-- Input material --
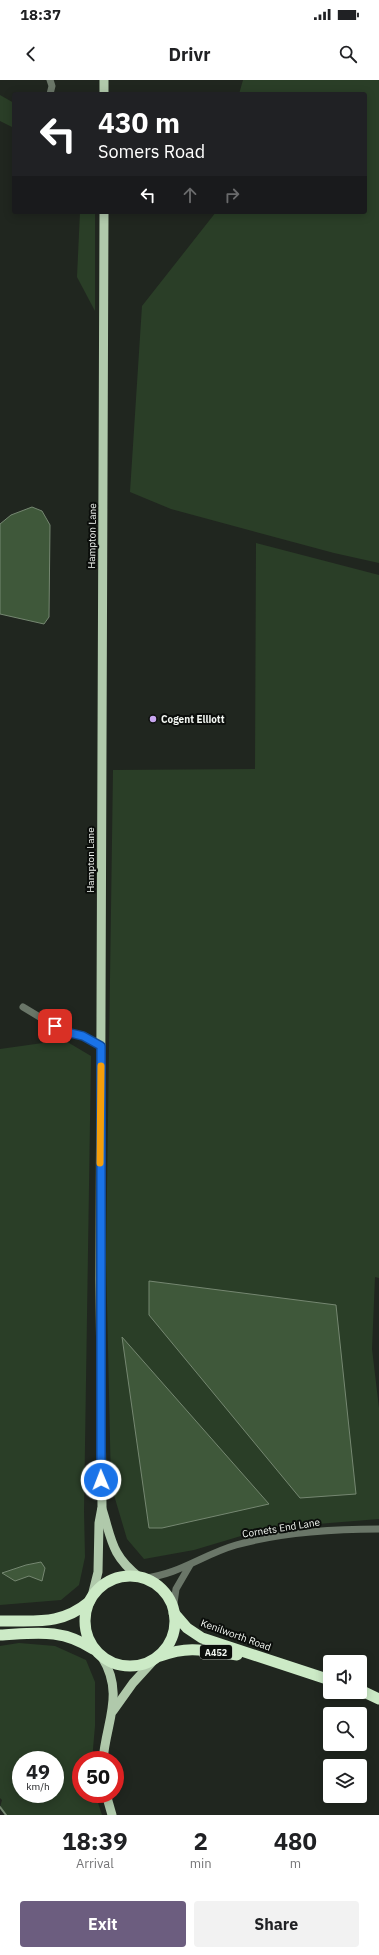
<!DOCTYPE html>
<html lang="en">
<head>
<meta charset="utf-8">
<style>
	body { margin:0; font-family:"IBM Plex Sans",sans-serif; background:#f2f2f2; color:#202124; height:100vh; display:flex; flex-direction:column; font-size:15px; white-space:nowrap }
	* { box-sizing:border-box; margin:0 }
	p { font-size:13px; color:#757577 }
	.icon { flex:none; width:22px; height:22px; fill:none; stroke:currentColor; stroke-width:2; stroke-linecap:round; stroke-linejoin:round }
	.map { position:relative; height:1735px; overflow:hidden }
	.drawer { display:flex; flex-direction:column; background:#fff; flex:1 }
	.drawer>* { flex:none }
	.top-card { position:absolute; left:12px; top:12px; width:355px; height:122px; border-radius:4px; box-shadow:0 2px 10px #0003; background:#202124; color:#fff; overflow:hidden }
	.fabs { position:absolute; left:323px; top:1575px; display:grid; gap:8px }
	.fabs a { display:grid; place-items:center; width:44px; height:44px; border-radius:4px; background:#fff; box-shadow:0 2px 10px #0003; font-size:20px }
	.speed { position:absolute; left:12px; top:1671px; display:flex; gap:8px; font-size:20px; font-weight:700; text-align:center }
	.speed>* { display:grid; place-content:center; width:52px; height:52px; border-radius:50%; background:#fff; box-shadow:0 2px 10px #0003; line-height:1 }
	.speed small { font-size:10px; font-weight:400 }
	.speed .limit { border:6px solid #d22; background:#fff; color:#111 }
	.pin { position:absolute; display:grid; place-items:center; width:34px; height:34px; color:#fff; margin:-17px; border-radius:8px; box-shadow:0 2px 6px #0006 }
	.me { position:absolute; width:44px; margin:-22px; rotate:359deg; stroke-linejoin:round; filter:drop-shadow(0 0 3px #0008) }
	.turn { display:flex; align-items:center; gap:14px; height:84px; padding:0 20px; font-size:18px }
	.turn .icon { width:52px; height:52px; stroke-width:2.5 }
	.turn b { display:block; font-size:28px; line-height:34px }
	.lanes { display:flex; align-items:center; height:38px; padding:0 20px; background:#0003; justify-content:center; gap:20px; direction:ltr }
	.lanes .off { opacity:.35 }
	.eta { display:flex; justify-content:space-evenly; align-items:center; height:68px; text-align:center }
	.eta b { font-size:24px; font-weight:800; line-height:28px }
	.cta { display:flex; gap:8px; margin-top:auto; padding:8px 20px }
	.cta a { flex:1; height:46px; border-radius:4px; background:#6c5d7f; color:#fff; font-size:16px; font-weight:800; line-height:46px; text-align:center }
	.cta a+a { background:#f2f2f2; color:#202124 }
	.status { display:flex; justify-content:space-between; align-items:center; height:28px; padding:0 20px; background:#fff; direction:ltr }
	.status svg { height:11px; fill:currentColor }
	header { display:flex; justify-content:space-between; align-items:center; height:52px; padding:0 20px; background:#fff; font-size:18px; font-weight:800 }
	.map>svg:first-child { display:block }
	.green { fill:#2a3e27; fill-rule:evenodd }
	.water { fill:#3f583a; stroke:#758771 }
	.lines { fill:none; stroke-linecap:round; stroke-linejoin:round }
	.stream { stroke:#758771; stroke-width:2 }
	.minor { stroke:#6a7668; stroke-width:7 }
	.major { stroke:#b0c9ab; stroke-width:9 }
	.highway { stroke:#cceac6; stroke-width:11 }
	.route-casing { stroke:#114b97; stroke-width:10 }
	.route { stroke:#1a73e8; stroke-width:7 }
	.slow { stroke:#f59e0b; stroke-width:7 }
	.poi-dot { fill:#c8a6ef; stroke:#0b0e0b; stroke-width:1.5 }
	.labels { text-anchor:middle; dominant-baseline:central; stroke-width:4; stroke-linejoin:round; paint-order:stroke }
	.shield { fill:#0b0e0b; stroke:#adb0ac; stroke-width:1 }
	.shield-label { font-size:9px; font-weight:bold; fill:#f2f6f1 }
	.street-label { font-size:10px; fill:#f2f6f1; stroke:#0b0e0b }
	.poi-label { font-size:10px; font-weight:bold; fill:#f2f6f1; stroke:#0b0e0b; text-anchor:start }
</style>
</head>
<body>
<div class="status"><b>18:37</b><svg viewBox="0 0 49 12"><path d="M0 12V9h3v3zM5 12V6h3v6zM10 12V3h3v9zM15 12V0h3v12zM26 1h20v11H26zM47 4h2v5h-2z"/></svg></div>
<header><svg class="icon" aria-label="back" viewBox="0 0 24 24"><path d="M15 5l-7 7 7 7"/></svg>Drivr<svg class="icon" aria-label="search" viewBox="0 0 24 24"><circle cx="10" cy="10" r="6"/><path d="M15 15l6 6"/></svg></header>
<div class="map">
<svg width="379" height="1735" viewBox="0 0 379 1735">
	<rect width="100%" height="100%" fill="#20261f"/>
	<!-- green -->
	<g class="green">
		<path d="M243,0h136v483l-45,-10 -163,-44 -41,-17 12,-186 74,-94h149v-118h-126z"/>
		<path d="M0,15l14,8v25l-14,-7z"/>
		<path d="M80,132h15v99l-18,-34z"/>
		<path d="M256,463l123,32v703l-4,-1 -3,72 7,59v111l-111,9 -74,22 -50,9 -17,-20 -16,-54 -5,-227 7,-488 142,-1z"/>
		<path d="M64,960l27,16 -7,455 1,46 -6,28 -18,15 -61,5v-556z"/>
		<path d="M19,1563l36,3 31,14 9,22v44l-3,34h-11v34h14l7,21h-96l-6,-8 2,-7 -2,-2v-152zM21,1680h34v34h-34z"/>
	</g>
	<!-- water -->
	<g class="water">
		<path d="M32,427l10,4 8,14 -1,92 -5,7 -44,-10v-90l11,-9z"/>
		<path d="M149,1201l187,24 20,189 -56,4 -151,-183z"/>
		<path d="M122,1257l147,167 -107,24h-13z"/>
		<path d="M41,1482l4,6 -3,13 -13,-5 -14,5 -13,-8 24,-8z"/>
	</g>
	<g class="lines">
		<!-- stream -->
		<path class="stream" d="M0,1727l6,8"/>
		<!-- minor -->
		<g class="minor">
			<path d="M50,14l2,-8 -2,-6"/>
			<path d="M23,927l43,26 17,3 18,10"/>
			<path d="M144,1498c34,-3 60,-24 92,-33 46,-13 96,-16 143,-16"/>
			<path d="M173,1530l3,-21 14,-24"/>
		</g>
		<!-- major -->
		<g class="major">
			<path d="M104,0v14"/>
			<path d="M102,1429c10,31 9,46 37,68"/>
			<path d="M92,1516l6,-24 1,-49 3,-16 -2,-227 4,-1068"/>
			<path d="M102,1577c23,37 4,65 1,103"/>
			<path d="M113,1631l20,-28 21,-23"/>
			<path d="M106,1714l6,21"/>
		</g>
		<!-- highway -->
		<g class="highway">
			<circle cx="130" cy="1541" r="45"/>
			<path d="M174,1533l13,15 15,10 128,42"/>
			<path d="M0,1541c35,-1 60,5 89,-19"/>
			<path d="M0,1555c36,-2 62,-7 93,14"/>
			<path d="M160,1576c31,-11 46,-5 77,-1"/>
			<path d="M360,1610l19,9"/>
		</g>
	</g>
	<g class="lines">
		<defs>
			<path id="route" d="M55,946l11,6 17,4 18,10v434"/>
		</defs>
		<!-- route casing -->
		<use href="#route" class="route-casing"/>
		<!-- route -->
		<use href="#route" class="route"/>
		<!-- slow -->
		<path class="slow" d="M100,1083l1,-97"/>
	</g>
	<!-- markers -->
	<circle class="poi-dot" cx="153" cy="639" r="4"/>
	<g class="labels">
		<!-- shield labels -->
		<rect class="shield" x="200" y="1565" width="32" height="14" rx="3"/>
		<g class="shield-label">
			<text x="216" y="1572">A452</text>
		</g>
		<!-- street labels -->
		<g class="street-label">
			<text transform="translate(92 456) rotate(-89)">Hampton Lane</text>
			<text transform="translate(90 780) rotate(-90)">Hampton Lane</text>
			<text transform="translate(281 1448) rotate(-9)">Cornets End Lane</text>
			<text transform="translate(236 1555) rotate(20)">Kenilworth Road</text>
		</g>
		<!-- poi labels -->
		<g class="poi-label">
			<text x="161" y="639">Cogent Elliott</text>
		</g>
	</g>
</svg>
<div class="fabs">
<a><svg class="icon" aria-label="sound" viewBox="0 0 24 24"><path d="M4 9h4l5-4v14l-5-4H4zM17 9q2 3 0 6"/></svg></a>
<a><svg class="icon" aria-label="search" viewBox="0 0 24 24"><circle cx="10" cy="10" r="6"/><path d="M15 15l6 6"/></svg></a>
<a><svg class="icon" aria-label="layers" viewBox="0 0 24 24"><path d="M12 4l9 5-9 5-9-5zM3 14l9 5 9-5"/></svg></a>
</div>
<div class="speed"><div>49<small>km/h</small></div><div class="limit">50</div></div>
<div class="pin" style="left:55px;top:946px;background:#d93025"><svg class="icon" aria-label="arrive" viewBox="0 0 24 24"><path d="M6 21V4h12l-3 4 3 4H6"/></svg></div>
<svg class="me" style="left:101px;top:1400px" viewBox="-20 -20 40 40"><circle r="17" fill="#1a73e8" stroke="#fff" stroke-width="3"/><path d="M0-11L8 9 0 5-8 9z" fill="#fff"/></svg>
<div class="top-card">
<div class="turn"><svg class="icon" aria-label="left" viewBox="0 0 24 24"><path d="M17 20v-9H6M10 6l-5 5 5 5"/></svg><div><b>430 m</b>Somers Road</div></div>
<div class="lanes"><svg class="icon" aria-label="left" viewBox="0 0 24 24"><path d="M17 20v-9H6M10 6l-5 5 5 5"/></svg><svg class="icon off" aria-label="ahead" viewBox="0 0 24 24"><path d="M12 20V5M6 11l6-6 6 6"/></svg><svg class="icon off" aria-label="right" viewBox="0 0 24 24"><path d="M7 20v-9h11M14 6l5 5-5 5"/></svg></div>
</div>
</div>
<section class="drawer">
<div class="eta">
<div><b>18:39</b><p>Arrival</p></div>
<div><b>2</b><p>min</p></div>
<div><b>480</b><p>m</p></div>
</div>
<div class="cta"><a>Exit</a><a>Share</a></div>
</section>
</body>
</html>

-- Instructions for the task --
Beginning with the line that holds "9h4l5-4v14l-5-4H4zM17 9q2 3" and ending with the last line of the listing, output every line exactly. Leave out everything else.

-- Written answer --
<a><svg class="icon" aria-label="sound" viewBox="0 0 24 24"><path d="M4 9h4l5-4v14l-5-4H4zM17 9q2 3 0 6"/></svg></a>
<a><svg class="icon" aria-label="search" viewBox="0 0 24 24"><circle cx="10" cy="10" r="6"/><path d="M15 15l6 6"/></svg></a>
<a><svg class="icon" aria-label="layers" viewBox="0 0 24 24"><path d="M12 4l9 5-9 5-9-5zM3 14l9 5 9-5"/></svg></a>
</div>
<div class="speed"><div>49<small>km/h</small></div><div class="limit">50</div></div>
<div class="pin" style="left:55px;top:946px;background:#d93025"><svg class="icon" aria-label="arrive" viewBox="0 0 24 24"><path d="M6 21V4h12l-3 4 3 4H6"/></svg></div>
<svg class="me" style="left:101px;top:1400px" viewBox="-20 -20 40 40"><circle r="17" fill="#1a73e8" stroke="#fff" stroke-width="3"/><path d="M0-11L8 9 0 5-8 9z" fill="#fff"/></svg>
<div class="top-card">
<div class="turn"><svg class="icon" aria-label="left" viewBox="0 0 24 24"><path d="M17 20v-9H6M10 6l-5 5 5 5"/></svg><div><b>430 m</b>Somers Road</div></div>
<div class="lanes"><svg class="icon" aria-label="left" viewBox="0 0 24 24"><path d="M17 20v-9H6M10 6l-5 5 5 5"/></svg><svg class="icon off" aria-label="ahead" viewBox="0 0 24 24"><path d="M12 20V5M6 11l6-6 6 6"/></svg><svg class="icon off" aria-label="right" viewBox="0 0 24 24"><path d="M7 20v-9h11M14 6l5 5-5 5"/></svg></div>
</div>
</div>
<section class="drawer">
<div class="eta">
<div><b>18:39</b><p>Arrival</p></div>
<div><b>2</b><p>min</p></div>
<div><b>480</b><p>m</p></div>
</div>
<div class="cta"><a>Exit</a><a>Share</a></div>
</section>
</body>
</html>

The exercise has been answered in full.